When I first told my mother about our plans to go cruising, she gave me a description one of her friends about sailing. She said:
Put on a full set of raingear. In one pocket put a peanutbutter and jelly sandwich, and in the other pocket put a $100 bill. Go into the bathroom. Turn on the shower to cold.  Go to the toilet and flush the $100 bill down the toilet. Stand in the shower and eat your sandwich. That is what sailing is like.



I tend to agree with the $100 bill. There is always something to repair, and as soon as it is labeled "Marine" the price is doubled- or even tripled. Unlike the story, our sailing has generally not been in the cold shower, but there have been times that I would like to have turned the temperature up, even in the Caribbean.

We took a trip upwind from Cane Garden Bay, Tortola, to North Sound, Virgin Gorda, both in the British Virgin Islands. Upwind sailing is very different than downwind sailing. Going upwind the waves are bigger, the wind is stronger and it is generally a less comfortable sail. This is why it is referred to as "beating upwind"

The wind was strong, the rain was in our faces and it certainly felt closer to Mom's description than we would have liked, however, Rhapsody is a strong boat and she took it like a trooper.
Until the "pop" (at the X on the map)

I have been reading some books by Annie Dike about her experiences learning to sail. One of the things she has said is "pops, pings and bangs are generally regarded as bad things on boats". As we were about half way through our sail there was a loud pop. I looked out from under the bimini and saw a line flying loose from the top of the mast. It was our topping lift. This is the line that holds the boom up. We were very fortunate that we had a second line holding up the boom, although not as tightly as the topping lift had been holding it. We furled in our sail and proceeded to motor the rest of the way to our anchorage for the night. The boom was slightly lower than it had been, but it was held in place and did not fall any further.

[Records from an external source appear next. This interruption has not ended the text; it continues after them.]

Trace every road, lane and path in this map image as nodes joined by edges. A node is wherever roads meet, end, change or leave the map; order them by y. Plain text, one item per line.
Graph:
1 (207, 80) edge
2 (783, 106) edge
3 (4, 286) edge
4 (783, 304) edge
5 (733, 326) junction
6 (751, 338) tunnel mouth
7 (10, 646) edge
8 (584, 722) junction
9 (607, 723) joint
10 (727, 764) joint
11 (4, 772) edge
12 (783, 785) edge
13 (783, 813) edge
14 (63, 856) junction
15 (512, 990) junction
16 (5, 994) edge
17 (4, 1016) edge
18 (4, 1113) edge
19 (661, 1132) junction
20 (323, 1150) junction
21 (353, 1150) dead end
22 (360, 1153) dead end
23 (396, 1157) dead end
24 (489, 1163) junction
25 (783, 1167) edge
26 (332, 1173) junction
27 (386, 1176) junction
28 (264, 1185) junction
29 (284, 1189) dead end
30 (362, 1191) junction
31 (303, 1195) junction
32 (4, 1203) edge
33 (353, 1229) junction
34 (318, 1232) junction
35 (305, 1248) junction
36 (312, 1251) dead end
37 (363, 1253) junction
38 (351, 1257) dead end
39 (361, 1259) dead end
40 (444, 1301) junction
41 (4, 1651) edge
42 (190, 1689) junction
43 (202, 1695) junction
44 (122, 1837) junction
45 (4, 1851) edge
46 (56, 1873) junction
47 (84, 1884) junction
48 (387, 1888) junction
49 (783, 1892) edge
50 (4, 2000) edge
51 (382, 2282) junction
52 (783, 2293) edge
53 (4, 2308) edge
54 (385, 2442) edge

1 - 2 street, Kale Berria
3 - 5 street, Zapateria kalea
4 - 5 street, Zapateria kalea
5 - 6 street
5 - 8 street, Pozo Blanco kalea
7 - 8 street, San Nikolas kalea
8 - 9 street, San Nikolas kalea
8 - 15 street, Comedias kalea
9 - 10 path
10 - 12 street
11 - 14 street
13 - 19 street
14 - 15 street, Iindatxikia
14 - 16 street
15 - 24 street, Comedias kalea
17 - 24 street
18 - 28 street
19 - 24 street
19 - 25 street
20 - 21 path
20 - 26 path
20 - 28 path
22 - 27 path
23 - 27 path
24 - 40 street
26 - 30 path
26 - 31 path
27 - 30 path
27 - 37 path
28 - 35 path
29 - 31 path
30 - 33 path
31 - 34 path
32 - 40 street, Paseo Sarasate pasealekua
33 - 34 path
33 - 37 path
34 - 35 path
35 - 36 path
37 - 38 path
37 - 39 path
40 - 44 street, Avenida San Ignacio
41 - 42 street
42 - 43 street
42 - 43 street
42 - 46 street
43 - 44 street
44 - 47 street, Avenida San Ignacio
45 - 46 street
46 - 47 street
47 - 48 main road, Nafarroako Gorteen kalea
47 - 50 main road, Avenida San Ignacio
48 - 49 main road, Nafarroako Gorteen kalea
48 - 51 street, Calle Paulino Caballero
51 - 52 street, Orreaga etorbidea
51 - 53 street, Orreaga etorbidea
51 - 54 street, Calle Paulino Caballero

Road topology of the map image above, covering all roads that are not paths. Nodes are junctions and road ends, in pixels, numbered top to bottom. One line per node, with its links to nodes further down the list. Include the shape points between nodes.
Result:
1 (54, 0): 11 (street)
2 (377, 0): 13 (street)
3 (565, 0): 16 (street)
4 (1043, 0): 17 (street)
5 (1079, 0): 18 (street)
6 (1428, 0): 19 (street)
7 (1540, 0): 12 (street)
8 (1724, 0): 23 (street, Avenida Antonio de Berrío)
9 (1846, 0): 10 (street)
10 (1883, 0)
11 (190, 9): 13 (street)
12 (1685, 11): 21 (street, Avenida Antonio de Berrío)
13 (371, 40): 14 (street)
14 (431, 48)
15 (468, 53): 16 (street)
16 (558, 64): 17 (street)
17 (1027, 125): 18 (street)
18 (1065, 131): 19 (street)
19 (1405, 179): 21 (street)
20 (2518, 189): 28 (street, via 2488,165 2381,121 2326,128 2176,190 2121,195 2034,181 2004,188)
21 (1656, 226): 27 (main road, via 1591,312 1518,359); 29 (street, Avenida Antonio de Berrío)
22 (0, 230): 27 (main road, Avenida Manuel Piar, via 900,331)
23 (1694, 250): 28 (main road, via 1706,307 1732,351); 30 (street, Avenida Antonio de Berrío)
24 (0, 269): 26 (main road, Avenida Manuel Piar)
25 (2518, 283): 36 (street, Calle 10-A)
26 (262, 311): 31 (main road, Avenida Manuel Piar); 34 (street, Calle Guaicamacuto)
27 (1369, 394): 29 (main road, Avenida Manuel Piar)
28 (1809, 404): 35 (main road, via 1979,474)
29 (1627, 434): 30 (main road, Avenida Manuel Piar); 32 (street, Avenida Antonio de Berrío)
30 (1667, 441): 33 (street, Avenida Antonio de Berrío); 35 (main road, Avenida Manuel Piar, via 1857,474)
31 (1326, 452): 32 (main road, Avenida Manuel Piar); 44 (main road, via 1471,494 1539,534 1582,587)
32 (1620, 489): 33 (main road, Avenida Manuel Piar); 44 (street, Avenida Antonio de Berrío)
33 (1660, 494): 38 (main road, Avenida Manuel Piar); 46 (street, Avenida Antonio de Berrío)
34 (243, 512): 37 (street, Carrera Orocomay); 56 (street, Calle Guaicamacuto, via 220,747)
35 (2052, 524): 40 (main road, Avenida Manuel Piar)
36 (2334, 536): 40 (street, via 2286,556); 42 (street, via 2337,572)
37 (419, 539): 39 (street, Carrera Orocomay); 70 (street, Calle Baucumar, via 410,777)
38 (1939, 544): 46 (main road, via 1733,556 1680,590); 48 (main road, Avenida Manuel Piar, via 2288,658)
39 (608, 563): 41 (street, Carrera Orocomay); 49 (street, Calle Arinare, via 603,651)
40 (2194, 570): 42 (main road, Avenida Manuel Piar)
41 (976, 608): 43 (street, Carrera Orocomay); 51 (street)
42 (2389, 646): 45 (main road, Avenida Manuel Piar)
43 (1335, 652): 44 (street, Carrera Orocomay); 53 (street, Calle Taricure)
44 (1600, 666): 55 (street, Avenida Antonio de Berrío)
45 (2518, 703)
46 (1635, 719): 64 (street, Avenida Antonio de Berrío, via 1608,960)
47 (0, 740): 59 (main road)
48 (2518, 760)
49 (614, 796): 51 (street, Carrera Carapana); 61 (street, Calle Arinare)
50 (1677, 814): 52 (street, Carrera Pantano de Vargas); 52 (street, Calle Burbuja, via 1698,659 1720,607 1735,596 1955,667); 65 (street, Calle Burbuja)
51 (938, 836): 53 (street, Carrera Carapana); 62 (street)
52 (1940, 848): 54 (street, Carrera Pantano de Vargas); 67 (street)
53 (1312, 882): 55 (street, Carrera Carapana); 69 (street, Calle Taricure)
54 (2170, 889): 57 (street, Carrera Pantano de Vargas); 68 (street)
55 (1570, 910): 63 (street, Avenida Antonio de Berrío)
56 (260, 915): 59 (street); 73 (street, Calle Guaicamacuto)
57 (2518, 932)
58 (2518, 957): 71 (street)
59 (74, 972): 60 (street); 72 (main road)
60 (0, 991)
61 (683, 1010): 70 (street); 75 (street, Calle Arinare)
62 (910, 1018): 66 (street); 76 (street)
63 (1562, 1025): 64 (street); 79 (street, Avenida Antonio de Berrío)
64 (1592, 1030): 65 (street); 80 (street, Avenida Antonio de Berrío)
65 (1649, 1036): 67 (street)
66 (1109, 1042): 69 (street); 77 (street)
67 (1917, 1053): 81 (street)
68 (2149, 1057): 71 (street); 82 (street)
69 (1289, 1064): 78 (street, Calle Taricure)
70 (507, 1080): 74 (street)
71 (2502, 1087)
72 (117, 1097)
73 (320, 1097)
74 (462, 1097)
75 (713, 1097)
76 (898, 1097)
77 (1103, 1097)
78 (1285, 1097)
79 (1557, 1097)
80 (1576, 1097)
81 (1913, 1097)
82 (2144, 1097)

We made it safely to the anchorage and the following day sent Bob up the 50' mast, in the wind, to retrieve the topping lift. He always gets to do the "fun stuff"!

The boom is back to where it should be, the offending shackle that twisted open to release the topping lift has been replaced with a larger stronger version, and we are aware of one more thing to keep an eye on, to avoid a repeat performance.